La condujo hacia la gran carpa y la presentó a los acompañantes en la mesa: dos senadores del estado con sus esposas, el arzobispo de la ciudad de México y el presidente del Banco Nacional. Fue una comida distendida y cordial, y Elena deslumbró a los invitados comentando con soltura todos los temas que allí se trataron, tanto de economía como de política, incluso sobre la historia y las costumbres del país.

– Dígame, Elena, ya que ha decidido definitivamente quedarse en México, ¿le agrada su nueva vida aquí? -preguntó uno de los invitados.

– Sí, estoy encantada en este país. La gente es muy acogedora, y Antonio es un gran anfitrión -dijo sin mirarle.

– Por cierto, Antonio, enhorabuena, por fin atraparon al asesino de tu padre, el gran Andrés Cifuentes. Era un hombre realmente admirable, fue una gran pérdida… -comentó un senador.

– Sí, el asesino ya está entre rejas -contestó con frialdad.

– ¡Deberían condenarle a muerte! Hay que eliminar a esa gentuza, no merecen vivir ni un solo día más -dijo otro de los comensales.

Antonio cambió radicalmente de conversación al observar la seriedad del rostro de Elena y temiendo una reacción inesperada; pero ella guardó prudente silencio.

Después de la comida siguieron los bailes y la música. Antonio fue requerido por los numerosos invitados y Elena fue presentada a varias personas, entre ellas a un joven de su misma edad, hijo de un empresario amigo de Antonio. Charlaron animadamente sobre caballos y de España, donde él había cursado estudios. Antonio les observaba desde lejos, pero en un corto lapso de tiempo les perdió de vista: se habían dirigido a los establos para examinar los magníficos purasangres que se criaban en la hacienda.

De repente apareció ante ellos con el rostro serio e irritado; el joven acompañante decidió dejarles, amedrentado por la áspera mirada que el dueño de la finca le dirigió.

– ¿A qué viene esto? -preguntó Elena sin poder contener su enojo.

– Eso mismo me preguntaba yo -contestó con dureza-. ¿De qué hablabas con él?

– De nada importante, puedes estar tranquilo. Tu integridad como gran hombre sigue intacta. No acostumbro comentar con nadie los secretos de familia -dijo cruzándose de brazos y mirándole con insolencia.
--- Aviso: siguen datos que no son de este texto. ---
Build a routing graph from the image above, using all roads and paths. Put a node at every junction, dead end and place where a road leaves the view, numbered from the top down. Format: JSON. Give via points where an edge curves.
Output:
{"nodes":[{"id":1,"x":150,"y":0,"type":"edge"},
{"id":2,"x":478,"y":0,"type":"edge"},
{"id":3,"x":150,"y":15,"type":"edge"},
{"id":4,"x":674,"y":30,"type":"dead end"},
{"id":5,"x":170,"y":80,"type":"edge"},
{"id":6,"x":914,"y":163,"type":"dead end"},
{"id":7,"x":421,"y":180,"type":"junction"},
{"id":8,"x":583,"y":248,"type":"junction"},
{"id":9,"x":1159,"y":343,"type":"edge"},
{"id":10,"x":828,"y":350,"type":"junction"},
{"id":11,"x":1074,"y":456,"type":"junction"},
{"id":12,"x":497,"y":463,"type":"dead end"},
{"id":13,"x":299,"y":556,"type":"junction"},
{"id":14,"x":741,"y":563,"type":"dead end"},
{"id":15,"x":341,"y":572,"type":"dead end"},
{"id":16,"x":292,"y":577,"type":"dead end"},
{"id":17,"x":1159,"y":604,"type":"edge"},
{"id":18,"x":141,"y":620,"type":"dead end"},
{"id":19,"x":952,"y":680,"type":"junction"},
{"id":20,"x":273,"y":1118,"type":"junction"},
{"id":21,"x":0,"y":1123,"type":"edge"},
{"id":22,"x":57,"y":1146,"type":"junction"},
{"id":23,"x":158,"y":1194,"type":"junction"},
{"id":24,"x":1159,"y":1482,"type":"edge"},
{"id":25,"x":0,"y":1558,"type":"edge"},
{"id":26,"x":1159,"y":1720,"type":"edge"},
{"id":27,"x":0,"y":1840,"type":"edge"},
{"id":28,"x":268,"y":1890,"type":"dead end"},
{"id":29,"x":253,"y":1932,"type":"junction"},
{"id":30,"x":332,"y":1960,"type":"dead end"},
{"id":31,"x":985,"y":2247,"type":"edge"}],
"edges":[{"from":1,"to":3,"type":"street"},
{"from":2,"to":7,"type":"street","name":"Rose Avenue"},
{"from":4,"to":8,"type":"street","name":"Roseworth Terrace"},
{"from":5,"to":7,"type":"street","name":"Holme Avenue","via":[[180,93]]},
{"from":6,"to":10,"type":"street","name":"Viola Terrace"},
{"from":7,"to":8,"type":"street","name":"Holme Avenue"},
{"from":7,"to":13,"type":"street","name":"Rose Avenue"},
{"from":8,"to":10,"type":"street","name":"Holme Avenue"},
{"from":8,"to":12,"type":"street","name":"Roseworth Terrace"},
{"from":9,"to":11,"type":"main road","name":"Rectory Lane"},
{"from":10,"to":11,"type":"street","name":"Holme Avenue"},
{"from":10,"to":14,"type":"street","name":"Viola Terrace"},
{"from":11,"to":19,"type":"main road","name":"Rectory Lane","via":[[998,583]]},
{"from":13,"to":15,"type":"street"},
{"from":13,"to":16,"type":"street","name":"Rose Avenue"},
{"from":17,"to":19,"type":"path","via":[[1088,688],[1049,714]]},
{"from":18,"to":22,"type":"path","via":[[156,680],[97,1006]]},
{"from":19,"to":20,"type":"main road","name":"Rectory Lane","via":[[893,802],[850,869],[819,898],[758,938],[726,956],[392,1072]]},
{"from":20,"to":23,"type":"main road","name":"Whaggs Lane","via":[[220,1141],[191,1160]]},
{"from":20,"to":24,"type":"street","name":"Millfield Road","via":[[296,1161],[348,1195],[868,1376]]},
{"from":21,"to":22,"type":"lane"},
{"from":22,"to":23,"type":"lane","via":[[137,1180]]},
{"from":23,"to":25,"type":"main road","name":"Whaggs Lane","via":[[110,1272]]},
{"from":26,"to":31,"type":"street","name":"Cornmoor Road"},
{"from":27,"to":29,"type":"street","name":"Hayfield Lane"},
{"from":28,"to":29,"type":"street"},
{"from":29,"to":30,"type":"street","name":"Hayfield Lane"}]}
– Veo que disfrutas mortificándome.

– ¿Mortificarte yo? Eres un cínico -le reprochó con vehemencia-. ¡Mírate en el espejo y reflexiona sobre tu comportamiento! Comprobarás que te llevas la palma entre chantajes y mentiras.

– Regresemos a la fiesta.

– Esta no es mi fiesta -repuso dándole la espalda y tomando el camino hacia la casa.

Elena era incapaz de mostrar su debilidad ante él. A pesar de sus mentiras, albergaba la esperanza de remontar la caída libre en la que se hallaba su relación; aunque para perdonarle imponía como condición indispensable el hecho de que él iniciara un acercamiento y reconociera su culpa. Sin embargo, Antonio no había mostrado signos de arrepentimiento, ni siquiera había asumido ninguna responsabilidad en aquel distanciamiento, limitándose a lanzarle duras acusaciones cada vez que ella emitía algún reproche. No obstante, el anuncio de su compromiso ante los invitados la había sumido en un total desconcierto, forzándola a corroborar una relación que no existía en realidad. Y a ella le molestaba aquella decisión que él había adoptado sin su consentimiento.

Regresó a su habitación y esperó hasta la madrugada una rectificación de él que nunca llegó, y se quedó dormida en la más amarga de las soledades.